Stochastic Weight Averaging - Gaussian (SWAG)#

[1]:

%%capture
%pip install git+https://github.com/lightning-uq-box/lightning-uq-box.git

Theoretic Foundation#

SWAG is an approximate Bayesian method and uses a low-rank Gaussian distribution as an approximation to the posterior over model parameters. The quality of approximation to the posterior over model parameters is based on using a high SGD learning rate that periodically stores weight parameters in the last few epochs of training Maddox, 2019. SWAG is based on Stochastic Weight Averaging (SWA), as proposed in Izmailov, 2018. For SWA the weights are obtained by minimising the MSE loss with a variant of stochastic gradient descent. After, a number of burn-in epochs, \(\tilde{t} = T-m\), the last \(m\) weights are stored and averaged to obtain an approximation to the posterior, by

\[\theta_{SWA} = \frac{1}{m}\sum_{t=\tilde{t}}^T \theta_t.\]

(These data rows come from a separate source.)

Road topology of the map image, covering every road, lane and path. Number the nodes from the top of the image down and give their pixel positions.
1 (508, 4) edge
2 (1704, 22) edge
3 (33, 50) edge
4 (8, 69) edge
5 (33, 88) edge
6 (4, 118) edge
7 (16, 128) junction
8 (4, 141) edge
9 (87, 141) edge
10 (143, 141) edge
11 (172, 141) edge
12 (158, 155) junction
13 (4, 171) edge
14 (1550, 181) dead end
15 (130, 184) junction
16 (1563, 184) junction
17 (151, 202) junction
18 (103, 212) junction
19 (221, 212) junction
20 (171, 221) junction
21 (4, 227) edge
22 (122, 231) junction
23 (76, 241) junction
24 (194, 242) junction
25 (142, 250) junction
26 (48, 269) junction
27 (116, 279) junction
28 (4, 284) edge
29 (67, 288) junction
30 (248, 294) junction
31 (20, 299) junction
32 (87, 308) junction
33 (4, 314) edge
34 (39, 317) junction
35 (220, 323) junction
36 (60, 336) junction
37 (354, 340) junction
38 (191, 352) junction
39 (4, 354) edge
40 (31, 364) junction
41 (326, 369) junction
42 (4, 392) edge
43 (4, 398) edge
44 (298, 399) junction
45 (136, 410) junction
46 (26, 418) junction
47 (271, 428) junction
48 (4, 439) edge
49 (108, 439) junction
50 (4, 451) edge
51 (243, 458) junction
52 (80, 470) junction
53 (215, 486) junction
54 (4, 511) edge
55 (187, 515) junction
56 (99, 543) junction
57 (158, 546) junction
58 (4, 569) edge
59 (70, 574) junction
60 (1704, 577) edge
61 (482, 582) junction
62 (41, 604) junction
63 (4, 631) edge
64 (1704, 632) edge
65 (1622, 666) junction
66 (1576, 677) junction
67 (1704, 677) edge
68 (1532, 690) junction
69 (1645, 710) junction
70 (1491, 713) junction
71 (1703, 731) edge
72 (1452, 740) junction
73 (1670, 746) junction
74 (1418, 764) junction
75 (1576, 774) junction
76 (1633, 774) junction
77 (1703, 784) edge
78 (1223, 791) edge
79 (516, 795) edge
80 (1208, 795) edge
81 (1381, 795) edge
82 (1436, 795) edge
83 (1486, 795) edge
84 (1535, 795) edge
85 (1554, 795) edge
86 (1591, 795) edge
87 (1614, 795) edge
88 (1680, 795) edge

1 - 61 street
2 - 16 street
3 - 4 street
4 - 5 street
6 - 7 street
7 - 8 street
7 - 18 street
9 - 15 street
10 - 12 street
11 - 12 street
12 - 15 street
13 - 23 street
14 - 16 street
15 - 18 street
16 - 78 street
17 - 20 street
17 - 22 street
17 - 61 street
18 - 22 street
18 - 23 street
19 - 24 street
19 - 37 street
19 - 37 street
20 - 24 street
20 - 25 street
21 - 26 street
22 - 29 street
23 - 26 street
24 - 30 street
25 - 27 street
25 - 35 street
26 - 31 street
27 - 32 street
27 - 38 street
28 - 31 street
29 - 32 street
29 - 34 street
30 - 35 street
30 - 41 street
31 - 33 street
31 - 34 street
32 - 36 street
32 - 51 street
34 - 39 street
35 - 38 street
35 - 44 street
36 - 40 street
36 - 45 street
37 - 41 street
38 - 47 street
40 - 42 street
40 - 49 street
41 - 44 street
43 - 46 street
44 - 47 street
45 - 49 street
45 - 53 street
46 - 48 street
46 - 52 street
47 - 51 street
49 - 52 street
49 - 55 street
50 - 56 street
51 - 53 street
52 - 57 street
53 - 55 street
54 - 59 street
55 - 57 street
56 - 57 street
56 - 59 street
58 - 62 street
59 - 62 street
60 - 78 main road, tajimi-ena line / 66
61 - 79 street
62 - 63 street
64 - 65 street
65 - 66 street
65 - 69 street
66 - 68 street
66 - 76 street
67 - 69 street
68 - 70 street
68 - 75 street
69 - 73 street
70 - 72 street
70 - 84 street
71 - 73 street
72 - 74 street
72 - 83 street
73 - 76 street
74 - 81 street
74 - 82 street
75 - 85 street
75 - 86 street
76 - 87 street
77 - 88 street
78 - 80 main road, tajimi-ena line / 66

For SWAG we use the implementation as proposed by Maddox, 2019. Here the posterior is approximated by a Gaussian distribution with the SWA mean and a covariance matrix over the stochastic parameters that consists of a low rank matrix plus a diagonal,

\[p(\theta |D) \approxeq \mathcal{N}\left(\theta_{SWA}, \frac{1}{2}(\Sigma_{diag}+\Sigma_{low-rank})\right).\]

The diagonal part of the covariance is given by

\[\Sigma_{diag} = \text{diag}(\bar{\theta^2} - \theta_{SWA}^2)\]

where,

\[\bar{\theta^2} = \frac{1}{m}\sum_{t=\tilde{t}}^T \theta_t^2.\]

The low rank part of the covariance is given by

\[\Sigma_{low-rank} = \frac{1}{m}\sum_{t=\tilde{t}}^T (\theta_t - \bar{\theta}_t) (\theta_t - \bar{\theta}_t)^T,\]

where \(\bar{\theta}_t\) is the running estimate of the mean of the parameters from the first \(t\) epochs or also samples. In order to approximate the mean prediction, we again resort to sampling from the posterior. With \(\theta_s \sim p(\theta|D)\) for \(s \in \{1, ...,S\}\), the mean prediction is given by

\[\hat{y}(x^{\star}) = \frac{1}{S} \sum_{s=1}^S f_{\theta_s}(x^{\star}),\]

and obtain the predictive uncertainty by

\[\sigma(x^{\star}) = \sqrt{\frac{1}{S} \sum_{s=1}^S f_{\theta_s}(x^{\star})^2 - \hat{y}(x^{\star})^2}.\]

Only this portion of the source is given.